*** Begin section ***

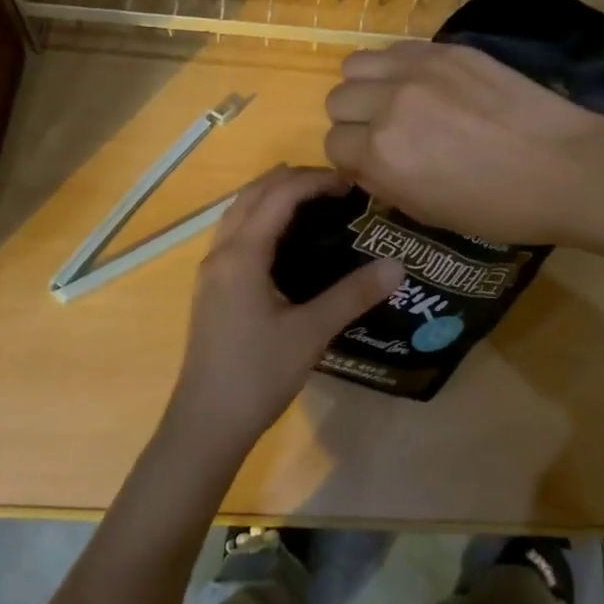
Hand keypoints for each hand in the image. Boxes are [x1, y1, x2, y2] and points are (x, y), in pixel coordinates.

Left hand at [167, 166, 403, 454]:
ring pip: (238, 212)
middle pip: (253, 194)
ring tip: (311, 199)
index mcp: (242, 254)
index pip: (278, 195)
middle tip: (335, 186)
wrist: (206, 424)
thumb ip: (353, 295)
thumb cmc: (257, 375)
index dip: (314, 181)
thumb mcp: (311, 334)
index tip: (351, 183)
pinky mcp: (211, 288)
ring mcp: (211, 270)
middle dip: (292, 180)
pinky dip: (259, 217)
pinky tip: (283, 239)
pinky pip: (235, 233)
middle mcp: (221, 252)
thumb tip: (397, 265)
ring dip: (271, 195)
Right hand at [323, 42, 603, 246]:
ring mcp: (418, 70)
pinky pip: (396, 49)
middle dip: (355, 120)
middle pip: (338, 100)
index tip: (373, 162)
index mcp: (381, 154)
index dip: (351, 158)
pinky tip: (425, 83)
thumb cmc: (497, 207)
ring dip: (367, 85)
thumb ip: (382, 183)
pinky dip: (397, 67)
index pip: (333, 145)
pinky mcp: (446, 50)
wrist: (564, 167)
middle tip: (387, 131)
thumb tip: (361, 163)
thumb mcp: (427, 212)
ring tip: (396, 99)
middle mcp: (389, 105)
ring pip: (356, 65)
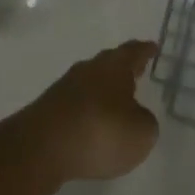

*** End section ***

» **Goal of the exercise**: Starting at the line with "index tip: (373, 162)" and ending at the line with "middle mcp: (389, 105)", print each line of the listing above exactly, with no other lines.

» **Written response**:
index tip: (373, 162)
index mcp: (381, 154)
index dip: (351, 158)
pinky tip: (425, 83)
thumb cmc: (497, 207)
ring dip: (367, 85)
thumb ip: (382, 183)
pinky dip: (397, 67)
index pip: (333, 145)
pinky mcp: (446, 50)
wrist: (564, 167)
middle tip: (387, 131)
thumb tip: (361, 163)
thumb mcp: (427, 212)
ring tip: (396, 99)
middle mcp: (389, 105)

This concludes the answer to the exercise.